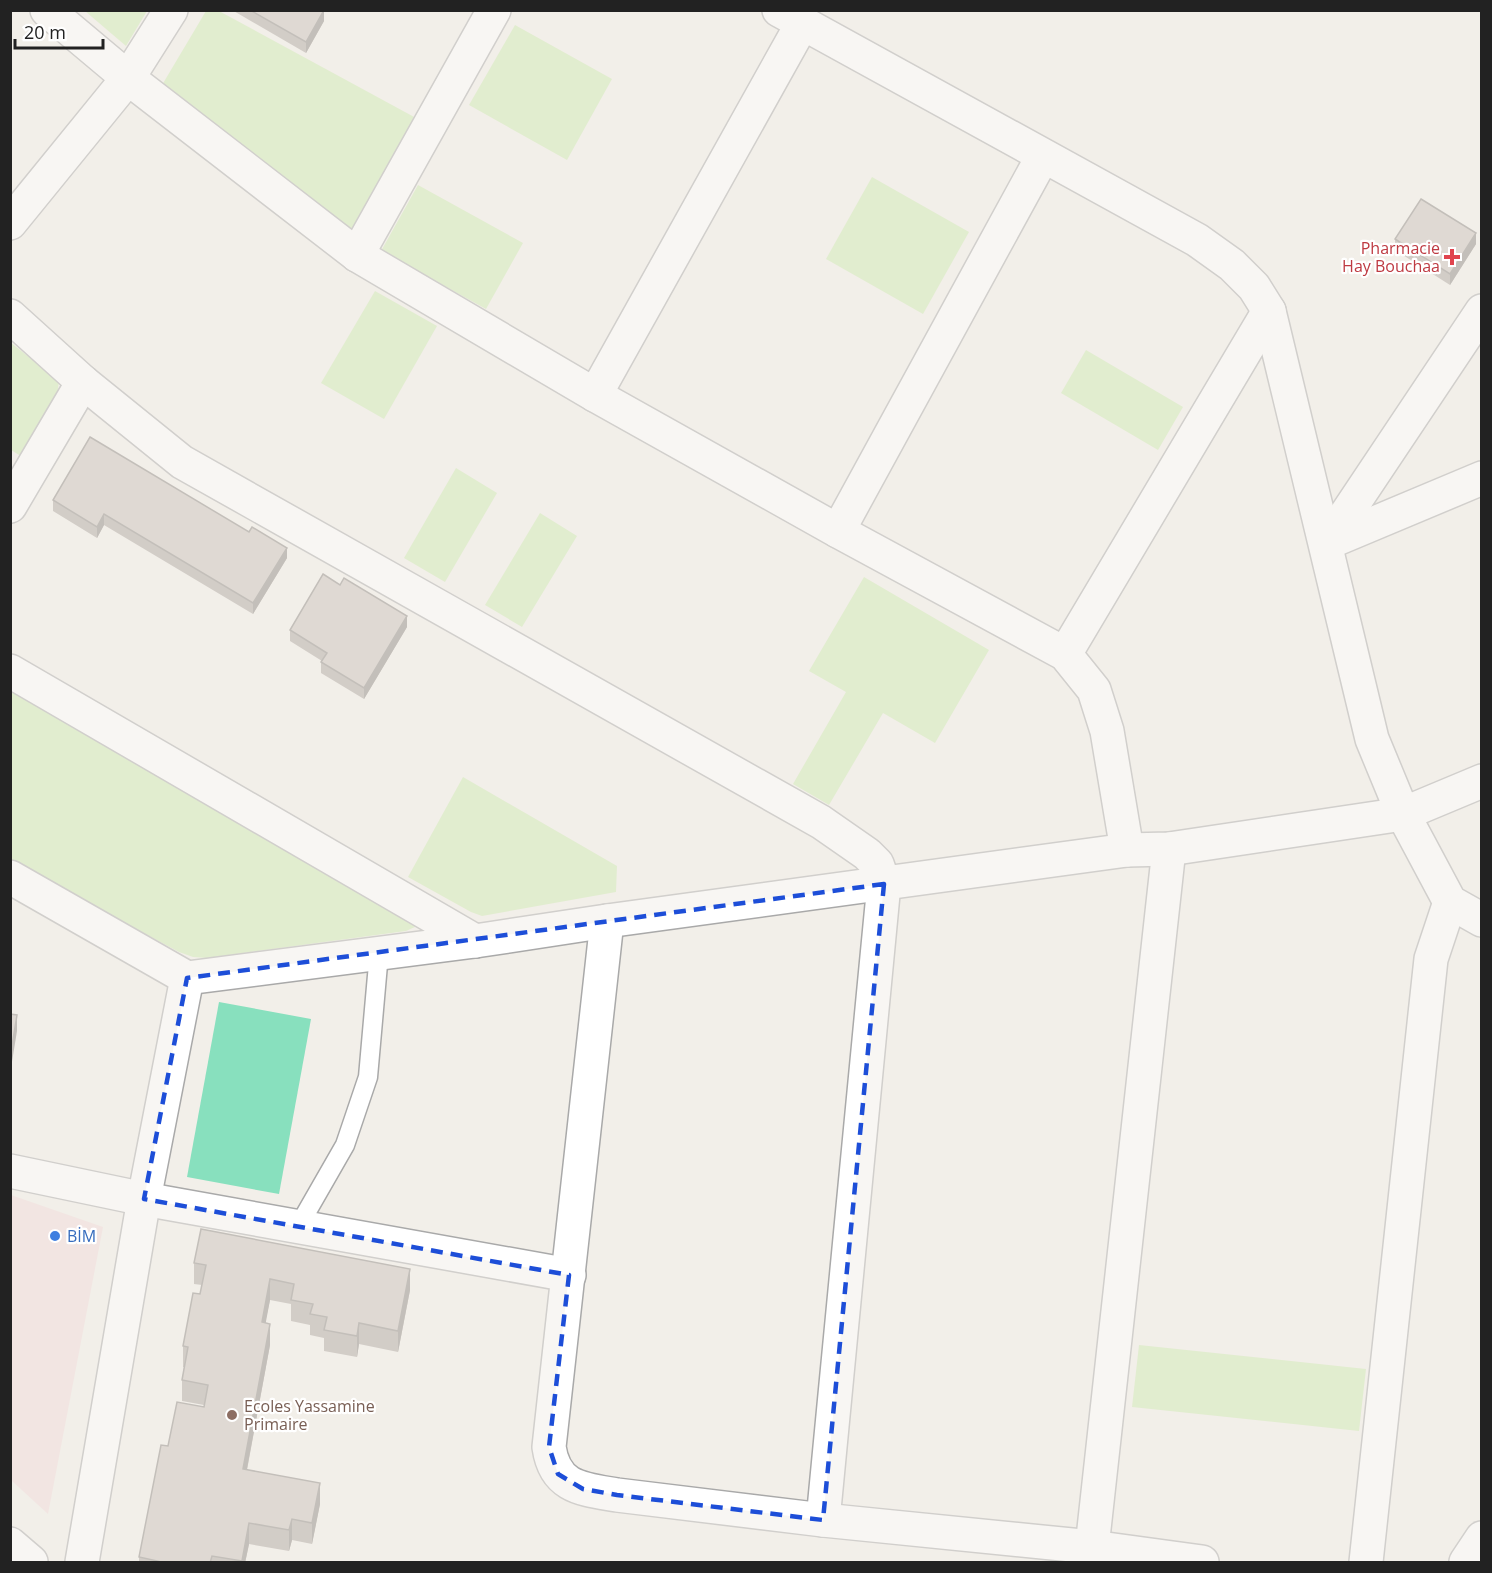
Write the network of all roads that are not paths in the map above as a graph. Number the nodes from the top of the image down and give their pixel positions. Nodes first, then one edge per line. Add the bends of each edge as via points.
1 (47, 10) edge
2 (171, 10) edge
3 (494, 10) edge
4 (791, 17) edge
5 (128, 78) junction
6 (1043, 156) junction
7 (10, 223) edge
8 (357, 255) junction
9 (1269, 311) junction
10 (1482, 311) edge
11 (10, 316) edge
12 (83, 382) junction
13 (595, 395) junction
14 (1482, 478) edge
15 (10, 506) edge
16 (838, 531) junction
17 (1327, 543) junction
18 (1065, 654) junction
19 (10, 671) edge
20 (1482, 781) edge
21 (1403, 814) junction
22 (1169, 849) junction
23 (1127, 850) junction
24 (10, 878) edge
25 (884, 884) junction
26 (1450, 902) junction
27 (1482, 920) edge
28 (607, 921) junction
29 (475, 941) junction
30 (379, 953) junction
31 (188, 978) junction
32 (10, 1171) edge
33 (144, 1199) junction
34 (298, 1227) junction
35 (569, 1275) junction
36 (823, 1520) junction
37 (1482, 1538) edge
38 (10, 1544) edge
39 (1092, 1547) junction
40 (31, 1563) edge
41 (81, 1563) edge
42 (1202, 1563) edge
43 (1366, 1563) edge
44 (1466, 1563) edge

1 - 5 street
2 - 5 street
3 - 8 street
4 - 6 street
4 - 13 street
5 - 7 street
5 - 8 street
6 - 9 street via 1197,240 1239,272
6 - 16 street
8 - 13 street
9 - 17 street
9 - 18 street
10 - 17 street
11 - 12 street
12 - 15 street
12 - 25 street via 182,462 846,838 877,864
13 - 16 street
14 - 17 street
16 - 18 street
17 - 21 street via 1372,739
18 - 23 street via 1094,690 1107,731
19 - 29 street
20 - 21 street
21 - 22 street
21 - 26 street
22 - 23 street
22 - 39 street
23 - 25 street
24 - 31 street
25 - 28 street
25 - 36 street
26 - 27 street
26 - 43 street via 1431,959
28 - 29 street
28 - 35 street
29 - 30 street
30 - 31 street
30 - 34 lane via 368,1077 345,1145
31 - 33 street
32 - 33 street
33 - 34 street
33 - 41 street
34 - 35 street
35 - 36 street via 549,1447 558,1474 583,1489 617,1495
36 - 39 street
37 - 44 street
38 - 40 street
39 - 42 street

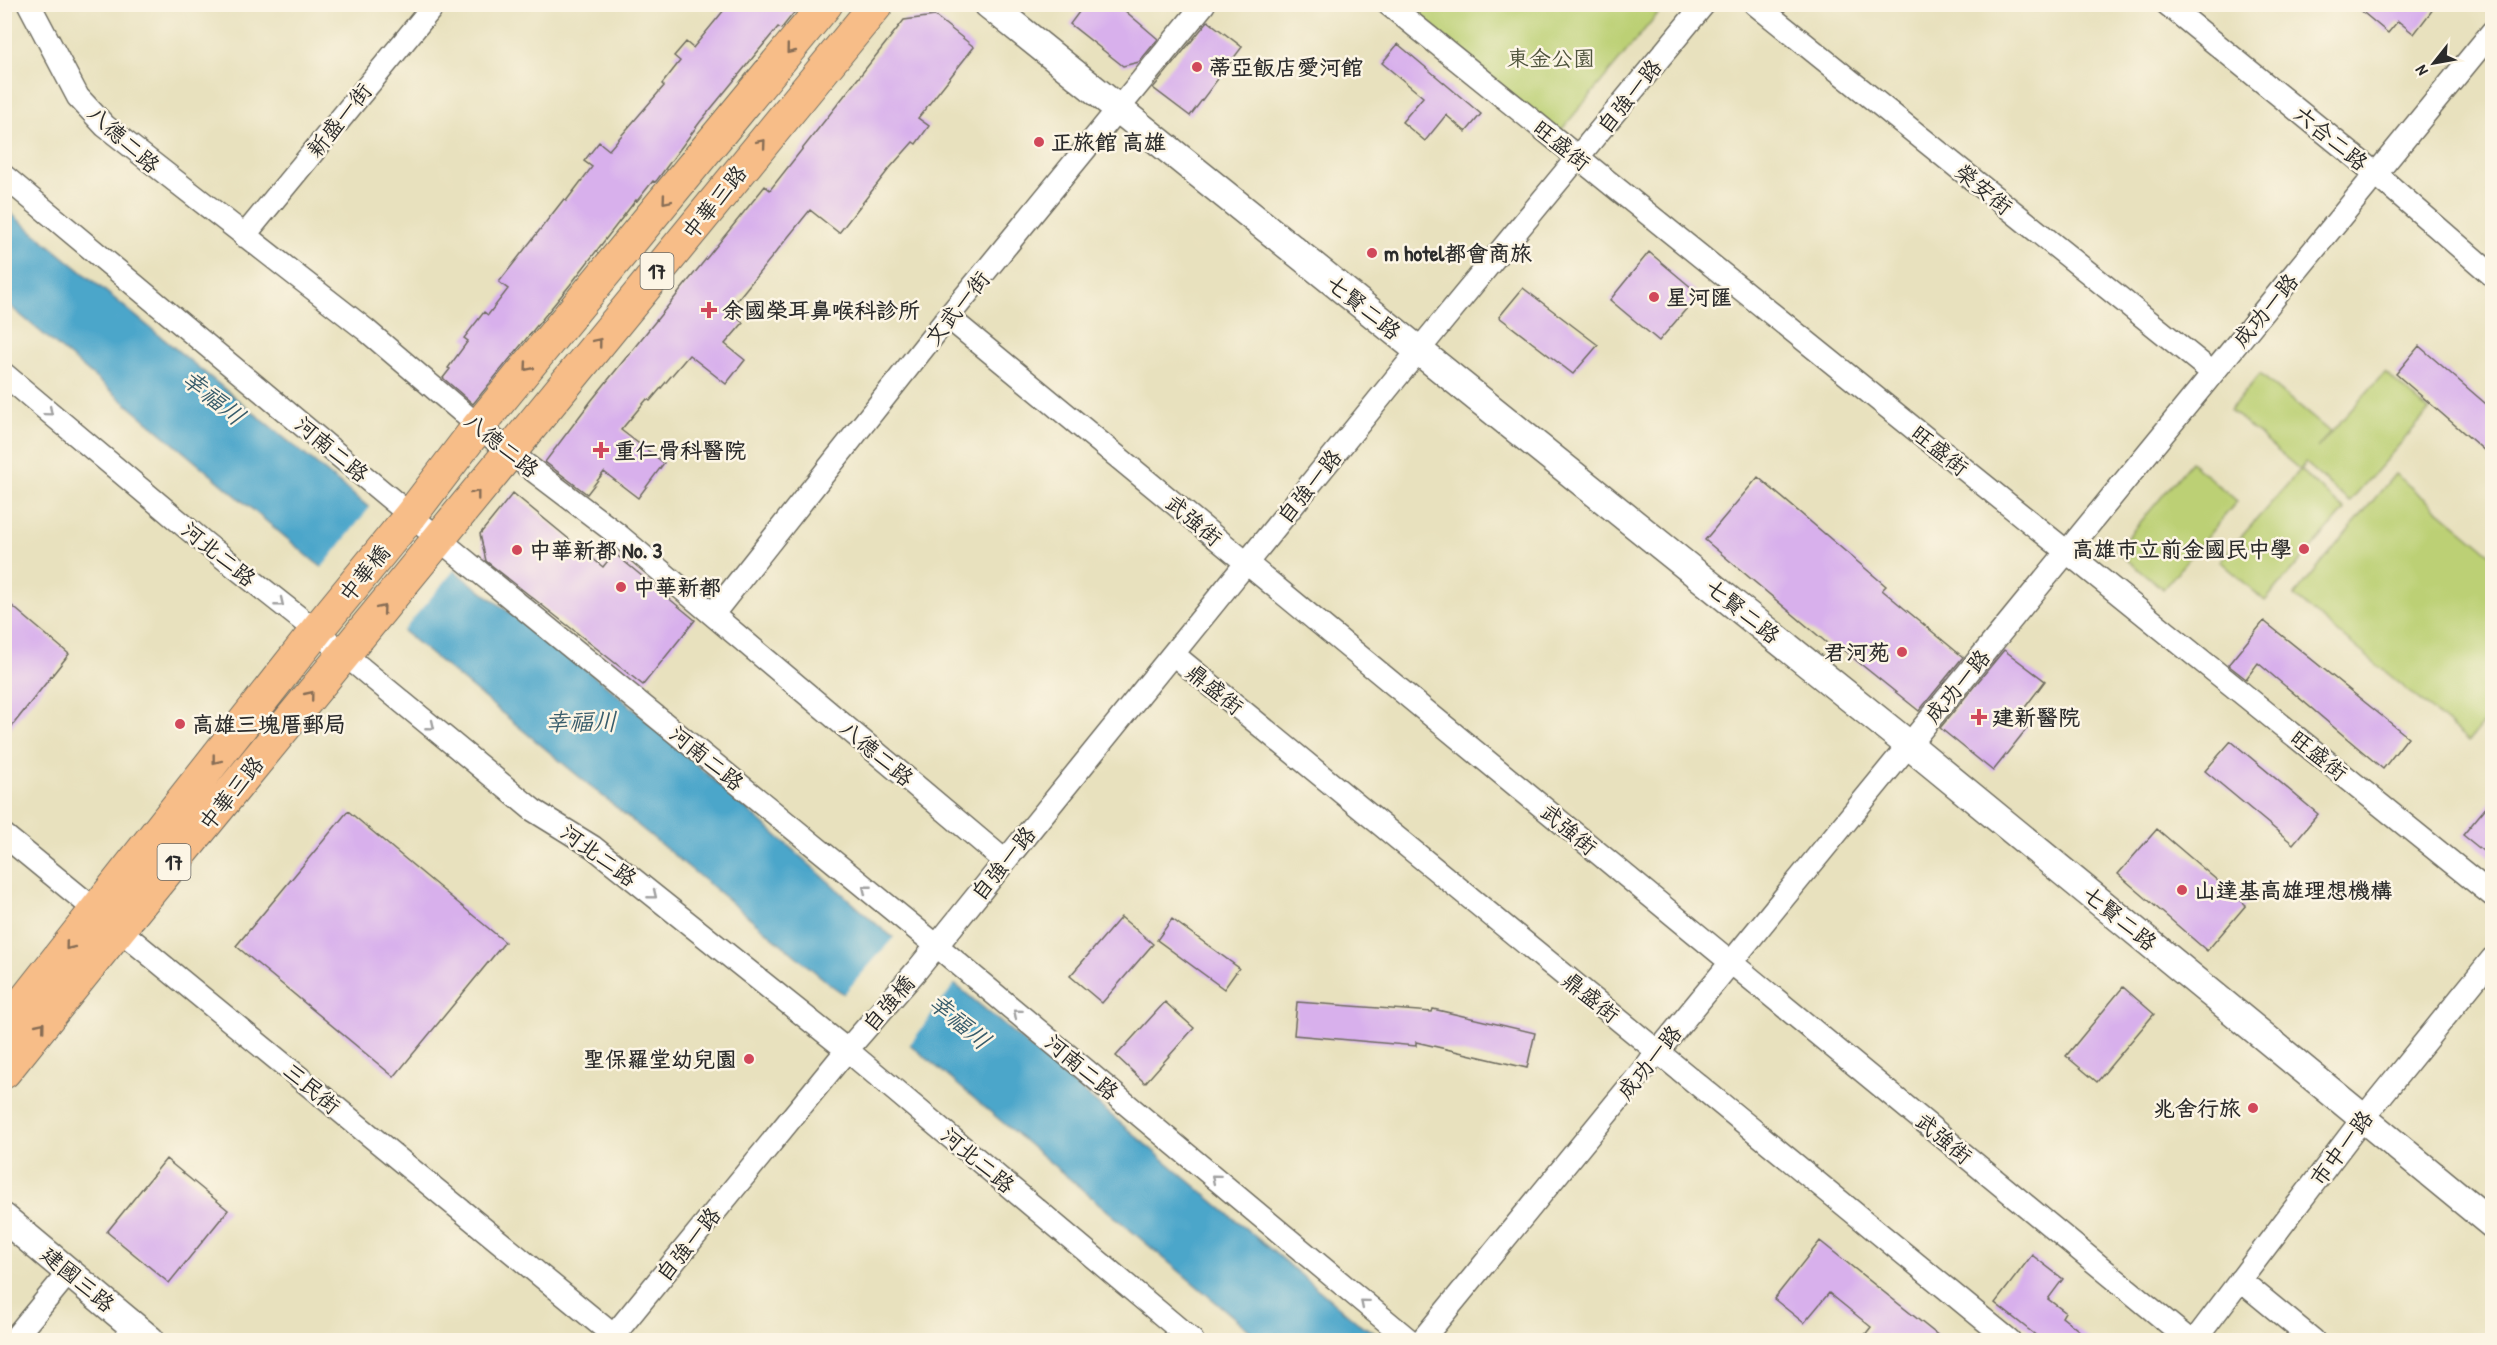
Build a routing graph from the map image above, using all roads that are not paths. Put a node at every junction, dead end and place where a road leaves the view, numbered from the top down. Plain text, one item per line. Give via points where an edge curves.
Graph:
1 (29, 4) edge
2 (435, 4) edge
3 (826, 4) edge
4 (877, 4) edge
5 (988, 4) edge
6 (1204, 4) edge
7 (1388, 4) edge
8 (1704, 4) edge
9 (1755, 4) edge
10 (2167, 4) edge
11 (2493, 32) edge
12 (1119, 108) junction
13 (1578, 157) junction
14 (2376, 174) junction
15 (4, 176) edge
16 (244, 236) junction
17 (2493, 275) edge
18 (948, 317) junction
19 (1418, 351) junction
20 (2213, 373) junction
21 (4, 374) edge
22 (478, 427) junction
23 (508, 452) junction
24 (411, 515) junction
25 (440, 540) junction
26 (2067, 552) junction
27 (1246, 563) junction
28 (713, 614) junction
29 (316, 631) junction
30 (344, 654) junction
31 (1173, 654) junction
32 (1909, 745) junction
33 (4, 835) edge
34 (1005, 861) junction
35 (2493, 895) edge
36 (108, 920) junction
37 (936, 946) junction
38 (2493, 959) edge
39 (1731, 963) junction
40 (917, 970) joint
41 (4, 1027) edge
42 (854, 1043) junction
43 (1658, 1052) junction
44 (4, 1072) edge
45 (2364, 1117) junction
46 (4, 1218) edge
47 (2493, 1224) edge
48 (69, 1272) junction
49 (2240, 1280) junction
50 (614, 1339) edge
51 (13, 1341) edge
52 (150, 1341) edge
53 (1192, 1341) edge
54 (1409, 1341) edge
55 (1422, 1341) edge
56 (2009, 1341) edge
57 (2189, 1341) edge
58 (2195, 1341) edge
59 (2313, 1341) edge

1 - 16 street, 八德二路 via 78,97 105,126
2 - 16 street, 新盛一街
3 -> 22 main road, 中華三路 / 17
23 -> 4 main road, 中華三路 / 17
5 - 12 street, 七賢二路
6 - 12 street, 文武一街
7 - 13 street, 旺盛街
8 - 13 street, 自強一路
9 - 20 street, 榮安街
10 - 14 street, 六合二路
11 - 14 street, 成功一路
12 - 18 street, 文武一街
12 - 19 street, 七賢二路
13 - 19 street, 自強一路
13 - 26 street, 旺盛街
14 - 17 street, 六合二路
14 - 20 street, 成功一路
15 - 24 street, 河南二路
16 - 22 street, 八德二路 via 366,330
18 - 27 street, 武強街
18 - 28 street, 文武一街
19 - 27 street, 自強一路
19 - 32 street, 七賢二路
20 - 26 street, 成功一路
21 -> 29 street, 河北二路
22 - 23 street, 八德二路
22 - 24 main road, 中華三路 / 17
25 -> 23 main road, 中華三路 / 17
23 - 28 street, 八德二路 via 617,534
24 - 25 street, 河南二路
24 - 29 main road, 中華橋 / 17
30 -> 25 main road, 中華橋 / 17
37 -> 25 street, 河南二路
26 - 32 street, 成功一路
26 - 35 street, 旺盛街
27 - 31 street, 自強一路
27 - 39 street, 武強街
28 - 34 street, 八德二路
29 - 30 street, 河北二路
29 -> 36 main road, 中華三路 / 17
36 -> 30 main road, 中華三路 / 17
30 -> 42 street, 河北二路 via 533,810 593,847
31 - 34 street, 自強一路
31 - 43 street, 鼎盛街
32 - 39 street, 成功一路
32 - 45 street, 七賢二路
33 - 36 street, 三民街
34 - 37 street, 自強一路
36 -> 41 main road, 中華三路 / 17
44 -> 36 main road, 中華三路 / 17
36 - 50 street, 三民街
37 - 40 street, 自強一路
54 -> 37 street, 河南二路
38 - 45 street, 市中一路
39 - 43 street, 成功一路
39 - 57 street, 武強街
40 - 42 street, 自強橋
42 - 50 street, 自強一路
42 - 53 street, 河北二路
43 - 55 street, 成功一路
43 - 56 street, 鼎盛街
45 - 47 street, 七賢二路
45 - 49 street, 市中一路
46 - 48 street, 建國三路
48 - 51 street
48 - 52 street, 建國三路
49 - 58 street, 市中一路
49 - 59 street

========

**Exercise goal:** Give back the records above word for word, minus any image they hold.

**Exercise response:**
Write the network of all roads that are not paths in the map above as a graph. Number the nodes from the top of the image down and give their pixel positions. Nodes first, then one edge per line. Add the bends of each edge as via points.
1 (47, 10) edge
2 (171, 10) edge
3 (494, 10) edge
4 (791, 17) edge
5 (128, 78) junction
6 (1043, 156) junction
7 (10, 223) edge
8 (357, 255) junction
9 (1269, 311) junction
10 (1482, 311) edge
11 (10, 316) edge
12 (83, 382) junction
13 (595, 395) junction
14 (1482, 478) edge
15 (10, 506) edge
16 (838, 531) junction
17 (1327, 543) junction
18 (1065, 654) junction
19 (10, 671) edge
20 (1482, 781) edge
21 (1403, 814) junction
22 (1169, 849) junction
23 (1127, 850) junction
24 (10, 878) edge
25 (884, 884) junction
26 (1450, 902) junction
27 (1482, 920) edge
28 (607, 921) junction
29 (475, 941) junction
30 (379, 953) junction
31 (188, 978) junction
32 (10, 1171) edge
33 (144, 1199) junction
34 (298, 1227) junction
35 (569, 1275) junction
36 (823, 1520) junction
37 (1482, 1538) edge
38 (10, 1544) edge
39 (1092, 1547) junction
40 (31, 1563) edge
41 (81, 1563) edge
42 (1202, 1563) edge
43 (1366, 1563) edge
44 (1466, 1563) edge

1 - 5 street
2 - 5 street
3 - 8 street
4 - 6 street
4 - 13 street
5 - 7 street
5 - 8 street
6 - 9 street via 1197,240 1239,272
6 - 16 street
8 - 13 street
9 - 17 street
9 - 18 street
10 - 17 street
11 - 12 street
12 - 15 street
12 - 25 street via 182,462 846,838 877,864
13 - 16 street
14 - 17 street
16 - 18 street
17 - 21 street via 1372,739
18 - 23 street via 1094,690 1107,731
19 - 29 street
20 - 21 street
21 - 22 street
21 - 26 street
22 - 23 street
22 - 39 street
23 - 25 street
24 - 31 street
25 - 28 street
25 - 36 street
26 - 27 street
26 - 43 street via 1431,959
28 - 29 street
28 - 35 street
29 - 30 street
30 - 31 street
30 - 34 lane via 368,1077 345,1145
31 - 33 street
32 - 33 street
33 - 34 street
33 - 41 street
34 - 35 street
35 - 36 street via 549,1447 558,1474 583,1489 617,1495
36 - 39 street
37 - 44 street
38 - 40 street
39 - 42 street

Build a routing graph from the map image above, using all roads that are not paths. Put a node at every junction, dead end and place where a road leaves the view, numbered from the top down. Plain text, one item per line. Give via points where an edge curves.
Graph:
1 (29, 4) edge
2 (435, 4) edge
3 (826, 4) edge
4 (877, 4) edge
5 (988, 4) edge
6 (1204, 4) edge
7 (1388, 4) edge
8 (1704, 4) edge
9 (1755, 4) edge
10 (2167, 4) edge
11 (2493, 32) edge
12 (1119, 108) junction
13 (1578, 157) junction
14 (2376, 174) junction
15 (4, 176) edge
16 (244, 236) junction
17 (2493, 275) edge
18 (948, 317) junction
19 (1418, 351) junction
20 (2213, 373) junction
21 (4, 374) edge
22 (478, 427) junction
23 (508, 452) junction
24 (411, 515) junction
25 (440, 540) junction
26 (2067, 552) junction
27 (1246, 563) junction
28 (713, 614) junction
29 (316, 631) junction
30 (344, 654) junction
31 (1173, 654) junction
32 (1909, 745) junction
33 (4, 835) edge
34 (1005, 861) junction
35 (2493, 895) edge
36 (108, 920) junction
37 (936, 946) junction
38 (2493, 959) edge
39 (1731, 963) junction
40 (917, 970) joint
41 (4, 1027) edge
42 (854, 1043) junction
43 (1658, 1052) junction
44 (4, 1072) edge
45 (2364, 1117) junction
46 (4, 1218) edge
47 (2493, 1224) edge
48 (69, 1272) junction
49 (2240, 1280) junction
50 (614, 1339) edge
51 (13, 1341) edge
52 (150, 1341) edge
53 (1192, 1341) edge
54 (1409, 1341) edge
55 (1422, 1341) edge
56 (2009, 1341) edge
57 (2189, 1341) edge
58 (2195, 1341) edge
59 (2313, 1341) edge

1 - 16 street, 八德二路 via 78,97 105,126
2 - 16 street, 新盛一街
3 -> 22 main road, 中華三路 / 17
23 -> 4 main road, 中華三路 / 17
5 - 12 street, 七賢二路
6 - 12 street, 文武一街
7 - 13 street, 旺盛街
8 - 13 street, 自強一路
9 - 20 street, 榮安街
10 - 14 street, 六合二路
11 - 14 street, 成功一路
12 - 18 street, 文武一街
12 - 19 street, 七賢二路
13 - 19 street, 自強一路
13 - 26 street, 旺盛街
14 - 17 street, 六合二路
14 - 20 street, 成功一路
15 - 24 street, 河南二路
16 - 22 street, 八德二路 via 366,330
18 - 27 street, 武強街
18 - 28 street, 文武一街
19 - 27 street, 自強一路
19 - 32 street, 七賢二路
20 - 26 street, 成功一路
21 -> 29 street, 河北二路
22 - 23 street, 八德二路
22 - 24 main road, 中華三路 / 17
25 -> 23 main road, 中華三路 / 17
23 - 28 street, 八德二路 via 617,534
24 - 25 street, 河南二路
24 - 29 main road, 中華橋 / 17
30 -> 25 main road, 中華橋 / 17
37 -> 25 street, 河南二路
26 - 32 street, 成功一路
26 - 35 street, 旺盛街
27 - 31 street, 自強一路
27 - 39 street, 武強街
28 - 34 street, 八德二路
29 - 30 street, 河北二路
29 -> 36 main road, 中華三路 / 17
36 -> 30 main road, 中華三路 / 17
30 -> 42 street, 河北二路 via 533,810 593,847
31 - 34 street, 自強一路
31 - 43 street, 鼎盛街
32 - 39 street, 成功一路
32 - 45 street, 七賢二路
33 - 36 street, 三民街
34 - 37 street, 自強一路
36 -> 41 main road, 中華三路 / 17
44 -> 36 main road, 中華三路 / 17
36 - 50 street, 三民街
37 - 40 street, 自強一路
54 -> 37 street, 河南二路
38 - 45 street, 市中一路
39 - 43 street, 成功一路
39 - 57 street, 武強街
40 - 42 street, 自強橋
42 - 50 street, 自強一路
42 - 53 street, 河北二路
43 - 55 street, 成功一路
43 - 56 street, 鼎盛街
45 - 47 street, 七賢二路
45 - 49 street, 市中一路
46 - 48 street, 建國三路
48 - 51 street
48 - 52 street, 建國三路
49 - 58 street, 市中一路
49 - 59 street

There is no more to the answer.